Research Hydrologist
USGS California Water Science Center

Pyrethroids: A Potential Peril?

ABSTRACT:  Pesticide use changes over time as pests become resistant, environmental problems are discovered or new pesticides are developed. In the past, insecticide use shifted from hydrophobic, persistent organochlorines such as DDT to the more hydrophilic and less persistent organophosphates such as chlorpyrifos and diazinon. Now these insecticides are being replaced by pyrethroids which are hydrophobic and moderately persistent. More importantly, pyrethroids are highly toxic to aquatic invertebrates and fish, especially cold-water fish such as salmon. The use of pyrethroids is increasing in urban and agricultural areas and for control of West Nile virus and other mosquito-transmitted diseases. Water sampling can be problematic since these compounds sorb to container walls.

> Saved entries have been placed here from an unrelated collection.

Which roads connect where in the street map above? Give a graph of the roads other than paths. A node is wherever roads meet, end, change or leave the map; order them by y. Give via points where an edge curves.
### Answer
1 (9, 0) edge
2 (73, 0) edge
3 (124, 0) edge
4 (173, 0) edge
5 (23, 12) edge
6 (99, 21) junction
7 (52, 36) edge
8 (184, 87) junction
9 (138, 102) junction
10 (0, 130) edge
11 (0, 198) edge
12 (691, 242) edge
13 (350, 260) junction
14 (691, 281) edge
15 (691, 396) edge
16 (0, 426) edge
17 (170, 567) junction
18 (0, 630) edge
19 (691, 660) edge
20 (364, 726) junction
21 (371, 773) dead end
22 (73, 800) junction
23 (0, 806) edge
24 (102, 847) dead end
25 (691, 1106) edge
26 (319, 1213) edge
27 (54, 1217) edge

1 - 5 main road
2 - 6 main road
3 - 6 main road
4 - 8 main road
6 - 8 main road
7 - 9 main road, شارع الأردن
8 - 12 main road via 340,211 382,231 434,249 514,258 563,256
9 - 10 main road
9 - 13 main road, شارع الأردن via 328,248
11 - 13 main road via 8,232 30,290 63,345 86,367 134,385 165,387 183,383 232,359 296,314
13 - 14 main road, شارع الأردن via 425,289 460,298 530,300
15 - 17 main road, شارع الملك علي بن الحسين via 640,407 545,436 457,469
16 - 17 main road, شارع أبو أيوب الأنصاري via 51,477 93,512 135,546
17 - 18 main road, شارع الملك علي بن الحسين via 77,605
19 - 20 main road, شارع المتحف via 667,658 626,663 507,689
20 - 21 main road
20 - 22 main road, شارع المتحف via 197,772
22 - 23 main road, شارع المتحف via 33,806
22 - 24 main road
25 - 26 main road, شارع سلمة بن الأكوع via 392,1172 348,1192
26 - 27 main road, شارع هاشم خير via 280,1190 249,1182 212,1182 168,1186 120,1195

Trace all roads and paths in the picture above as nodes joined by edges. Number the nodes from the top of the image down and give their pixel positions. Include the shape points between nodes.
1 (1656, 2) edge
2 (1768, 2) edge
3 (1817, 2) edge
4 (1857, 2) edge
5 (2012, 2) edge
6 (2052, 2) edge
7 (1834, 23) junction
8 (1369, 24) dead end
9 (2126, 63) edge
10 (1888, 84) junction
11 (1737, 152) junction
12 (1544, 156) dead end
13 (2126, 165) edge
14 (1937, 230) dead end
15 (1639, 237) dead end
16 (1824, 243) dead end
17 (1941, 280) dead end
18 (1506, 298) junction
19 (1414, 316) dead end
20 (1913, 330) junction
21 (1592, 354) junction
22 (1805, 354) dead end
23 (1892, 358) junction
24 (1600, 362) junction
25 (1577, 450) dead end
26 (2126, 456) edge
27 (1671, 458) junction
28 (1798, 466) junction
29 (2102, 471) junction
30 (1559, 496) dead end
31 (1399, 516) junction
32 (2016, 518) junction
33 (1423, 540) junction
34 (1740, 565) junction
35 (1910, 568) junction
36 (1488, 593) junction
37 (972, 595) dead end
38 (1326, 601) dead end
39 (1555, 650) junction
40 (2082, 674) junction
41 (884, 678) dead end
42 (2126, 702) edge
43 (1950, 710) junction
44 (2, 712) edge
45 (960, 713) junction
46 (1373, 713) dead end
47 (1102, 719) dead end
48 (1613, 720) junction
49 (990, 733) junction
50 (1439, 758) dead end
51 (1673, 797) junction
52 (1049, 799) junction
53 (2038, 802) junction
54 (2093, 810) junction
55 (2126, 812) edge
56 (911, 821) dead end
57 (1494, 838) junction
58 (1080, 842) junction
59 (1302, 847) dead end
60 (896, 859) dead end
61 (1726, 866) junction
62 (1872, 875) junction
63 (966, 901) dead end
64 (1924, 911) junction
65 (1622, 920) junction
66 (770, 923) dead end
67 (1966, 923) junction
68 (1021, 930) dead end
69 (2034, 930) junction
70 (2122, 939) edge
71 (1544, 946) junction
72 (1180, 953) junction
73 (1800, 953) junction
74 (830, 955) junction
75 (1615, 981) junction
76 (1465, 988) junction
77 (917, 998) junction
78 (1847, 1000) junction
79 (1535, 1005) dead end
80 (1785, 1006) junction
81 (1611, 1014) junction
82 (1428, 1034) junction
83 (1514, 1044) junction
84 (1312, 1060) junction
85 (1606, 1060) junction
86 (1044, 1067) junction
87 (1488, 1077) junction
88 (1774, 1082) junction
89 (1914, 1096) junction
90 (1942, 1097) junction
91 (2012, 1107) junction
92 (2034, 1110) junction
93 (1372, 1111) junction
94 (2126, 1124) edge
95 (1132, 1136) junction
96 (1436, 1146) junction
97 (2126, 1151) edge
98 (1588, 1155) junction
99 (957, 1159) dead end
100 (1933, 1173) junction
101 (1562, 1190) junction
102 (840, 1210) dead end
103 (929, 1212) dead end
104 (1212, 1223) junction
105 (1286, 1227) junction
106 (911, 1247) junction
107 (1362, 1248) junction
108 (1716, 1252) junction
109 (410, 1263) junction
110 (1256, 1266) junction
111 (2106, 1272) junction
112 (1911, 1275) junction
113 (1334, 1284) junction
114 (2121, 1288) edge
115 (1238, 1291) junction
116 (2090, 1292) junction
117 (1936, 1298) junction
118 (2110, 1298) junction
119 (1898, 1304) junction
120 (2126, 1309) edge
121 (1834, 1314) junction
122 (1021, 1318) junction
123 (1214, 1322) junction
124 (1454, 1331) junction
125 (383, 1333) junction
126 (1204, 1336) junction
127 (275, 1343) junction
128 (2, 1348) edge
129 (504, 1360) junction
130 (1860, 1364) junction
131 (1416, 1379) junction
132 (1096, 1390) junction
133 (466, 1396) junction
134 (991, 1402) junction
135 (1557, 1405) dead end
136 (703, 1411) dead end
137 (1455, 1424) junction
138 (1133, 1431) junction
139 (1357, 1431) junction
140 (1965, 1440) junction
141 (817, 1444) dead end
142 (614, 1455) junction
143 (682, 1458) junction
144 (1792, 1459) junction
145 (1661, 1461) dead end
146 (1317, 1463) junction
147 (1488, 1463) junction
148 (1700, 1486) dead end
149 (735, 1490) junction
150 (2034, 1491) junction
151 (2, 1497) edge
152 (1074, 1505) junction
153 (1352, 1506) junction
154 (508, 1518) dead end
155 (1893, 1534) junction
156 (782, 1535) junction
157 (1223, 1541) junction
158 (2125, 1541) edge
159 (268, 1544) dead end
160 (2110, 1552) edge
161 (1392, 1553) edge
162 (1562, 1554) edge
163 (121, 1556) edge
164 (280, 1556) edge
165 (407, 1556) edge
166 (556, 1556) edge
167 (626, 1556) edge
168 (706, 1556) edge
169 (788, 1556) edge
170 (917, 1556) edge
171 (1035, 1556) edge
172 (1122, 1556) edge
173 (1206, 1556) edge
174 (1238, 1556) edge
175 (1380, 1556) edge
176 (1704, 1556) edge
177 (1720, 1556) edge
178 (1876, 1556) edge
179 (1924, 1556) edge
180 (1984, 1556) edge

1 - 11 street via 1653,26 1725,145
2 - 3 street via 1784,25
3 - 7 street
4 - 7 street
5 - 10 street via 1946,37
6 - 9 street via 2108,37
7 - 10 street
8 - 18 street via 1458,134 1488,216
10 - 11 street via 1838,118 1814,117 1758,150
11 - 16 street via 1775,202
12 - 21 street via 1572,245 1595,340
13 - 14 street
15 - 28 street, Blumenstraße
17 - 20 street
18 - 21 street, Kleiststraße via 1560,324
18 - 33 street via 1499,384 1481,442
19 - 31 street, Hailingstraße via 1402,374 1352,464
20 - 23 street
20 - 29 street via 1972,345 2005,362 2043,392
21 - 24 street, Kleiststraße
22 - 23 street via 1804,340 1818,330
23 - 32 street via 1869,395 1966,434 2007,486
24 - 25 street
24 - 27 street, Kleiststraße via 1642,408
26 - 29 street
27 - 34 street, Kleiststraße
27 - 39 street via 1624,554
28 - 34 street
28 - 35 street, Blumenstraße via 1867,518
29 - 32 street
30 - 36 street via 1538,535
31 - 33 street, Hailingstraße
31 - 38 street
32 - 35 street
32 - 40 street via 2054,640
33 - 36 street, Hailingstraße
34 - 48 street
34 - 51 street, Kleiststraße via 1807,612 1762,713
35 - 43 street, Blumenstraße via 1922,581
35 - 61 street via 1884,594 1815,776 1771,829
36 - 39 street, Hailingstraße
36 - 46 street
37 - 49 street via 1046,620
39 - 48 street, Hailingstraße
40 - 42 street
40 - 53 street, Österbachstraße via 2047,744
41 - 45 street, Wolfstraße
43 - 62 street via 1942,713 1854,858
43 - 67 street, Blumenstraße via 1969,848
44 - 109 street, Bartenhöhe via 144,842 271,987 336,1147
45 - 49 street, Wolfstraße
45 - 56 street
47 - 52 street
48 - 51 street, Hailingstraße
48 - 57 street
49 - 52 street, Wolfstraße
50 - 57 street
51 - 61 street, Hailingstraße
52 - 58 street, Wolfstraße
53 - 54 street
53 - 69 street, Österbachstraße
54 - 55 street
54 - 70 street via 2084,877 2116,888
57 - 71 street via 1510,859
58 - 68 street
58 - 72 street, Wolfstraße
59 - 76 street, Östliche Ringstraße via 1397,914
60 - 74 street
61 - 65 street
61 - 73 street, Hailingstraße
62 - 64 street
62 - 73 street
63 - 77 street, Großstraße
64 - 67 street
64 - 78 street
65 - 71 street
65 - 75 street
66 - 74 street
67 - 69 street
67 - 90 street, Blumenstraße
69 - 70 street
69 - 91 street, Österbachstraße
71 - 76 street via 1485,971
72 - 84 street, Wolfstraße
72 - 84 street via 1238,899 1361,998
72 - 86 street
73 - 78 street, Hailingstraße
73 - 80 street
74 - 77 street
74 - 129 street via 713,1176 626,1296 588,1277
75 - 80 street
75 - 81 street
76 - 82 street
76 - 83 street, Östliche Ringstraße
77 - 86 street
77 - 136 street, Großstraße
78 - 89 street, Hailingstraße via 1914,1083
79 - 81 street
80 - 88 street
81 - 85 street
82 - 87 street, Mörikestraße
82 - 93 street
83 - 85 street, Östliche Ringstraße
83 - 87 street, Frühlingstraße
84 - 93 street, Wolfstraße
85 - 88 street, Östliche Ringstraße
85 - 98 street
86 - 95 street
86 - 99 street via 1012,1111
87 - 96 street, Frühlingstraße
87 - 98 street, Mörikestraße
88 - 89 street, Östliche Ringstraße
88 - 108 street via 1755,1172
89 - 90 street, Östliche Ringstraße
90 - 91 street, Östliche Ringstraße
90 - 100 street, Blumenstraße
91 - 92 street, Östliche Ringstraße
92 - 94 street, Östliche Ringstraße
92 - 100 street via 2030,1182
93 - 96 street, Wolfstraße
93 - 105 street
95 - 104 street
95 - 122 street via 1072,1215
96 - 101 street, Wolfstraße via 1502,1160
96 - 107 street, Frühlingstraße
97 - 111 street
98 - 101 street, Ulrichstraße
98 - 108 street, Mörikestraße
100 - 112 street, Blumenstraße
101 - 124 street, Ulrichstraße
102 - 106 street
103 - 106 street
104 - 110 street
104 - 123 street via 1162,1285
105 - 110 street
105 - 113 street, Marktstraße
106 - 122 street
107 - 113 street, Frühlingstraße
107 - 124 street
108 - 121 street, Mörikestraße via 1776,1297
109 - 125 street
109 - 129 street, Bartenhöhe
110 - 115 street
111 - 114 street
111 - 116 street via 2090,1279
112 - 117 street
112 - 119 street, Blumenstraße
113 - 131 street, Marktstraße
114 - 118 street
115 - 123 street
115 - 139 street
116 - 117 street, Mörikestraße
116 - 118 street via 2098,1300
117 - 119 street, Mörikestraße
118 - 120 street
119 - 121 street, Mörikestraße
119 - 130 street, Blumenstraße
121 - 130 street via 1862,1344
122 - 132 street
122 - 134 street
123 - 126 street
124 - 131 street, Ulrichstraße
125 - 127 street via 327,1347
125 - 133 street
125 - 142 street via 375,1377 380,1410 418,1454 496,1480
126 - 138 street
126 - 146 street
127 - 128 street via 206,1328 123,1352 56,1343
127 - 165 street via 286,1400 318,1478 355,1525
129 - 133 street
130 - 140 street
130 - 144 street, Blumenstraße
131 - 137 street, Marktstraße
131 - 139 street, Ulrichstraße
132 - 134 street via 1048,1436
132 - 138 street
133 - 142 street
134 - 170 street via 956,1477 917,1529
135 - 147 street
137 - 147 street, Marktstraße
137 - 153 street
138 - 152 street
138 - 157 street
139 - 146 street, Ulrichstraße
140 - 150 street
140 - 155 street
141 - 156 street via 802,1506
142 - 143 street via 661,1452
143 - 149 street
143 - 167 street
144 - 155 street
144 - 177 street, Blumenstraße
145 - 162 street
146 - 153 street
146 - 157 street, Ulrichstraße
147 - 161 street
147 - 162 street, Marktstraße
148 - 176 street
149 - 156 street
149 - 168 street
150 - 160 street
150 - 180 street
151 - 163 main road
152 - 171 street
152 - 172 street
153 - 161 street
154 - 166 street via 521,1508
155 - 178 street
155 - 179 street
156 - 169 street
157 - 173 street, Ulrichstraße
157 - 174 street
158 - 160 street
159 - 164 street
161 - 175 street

Pyrethroids are being detected more and more frequently in surface waters, especially associated with sediments. Complexation with colloids is potentially an important mechanism for facilitated transport of pyrethroids to ground water. Methods to sample and analyze pyrethroids at environmentally-relevant levels in water, sediments, colloids, and tissue will be presented. Important processes controlling the fate and bioavailability of pyrethroids in the environment will be discussed using examples from field and laboratory studies.

Elena Nilsen

Research Chemist
USGS Oregon Water Science Center

Pharmaceuticals and Personal Care Products Detected in Sediments of the Lower Columbia River Basin

ABSTRACT:  One byproduct of advances in modern chemistry is the accumulation of synthetic chemicals in the natural environment. These compounds include pharmaceuticals, synthetic fragrances, detergents, and disinfectants present in wastewater and run-off, and are commonly referred to as "pharmaceuticals and personal care products" (PPCPs). Some are endocrine disrupting compounds (EDCs) that have detrimental reproductive effects in wildlife and in humans. Methods have been developed to screen for large suites of PPCPs in aqueous media, but the role of sediments in exposure of aquatic organisms to these chemicals needs to be considered. The first methods capable of analyzing these compounds in solid media were published in 2005, but have not been applied to the Columbia River. Here we present a small-scale reconnaissance of PPCPs in natural bed sediments of the lower Columbia River Basin. Surficial bed sediment samples were collected from the Columbia River, the Willamette River, the Tualatin River, and several small urban tributaries in Oregon. Forty-three pharmaceuticals and personal care products were detected at concentrations ranging from <1 to >1000 ng g-1 sediment. Concentrations and frequency of detection were higher in tributaries and small urban creeks than in the Columbia River main stem, suggesting that the highest risk of toxicity of these compounds to juvenile salmonids and other aquatic life is present in lower order streams. Thirteen known or suspected EDCs were detected during the study. At least one EDC was detected at 22 of 23 sites sampled; several EDCs were relatively widespread among the sites. This study is the first to document the occurrence of a large suite of PPCPs in the sediments of the lower Columbia River Basin. A better understanding of the fate and effects of these classes of emerging contaminants at environmentally relevant concentrations is needed, especially because their use and discharge into the environment is likely to increase in the future.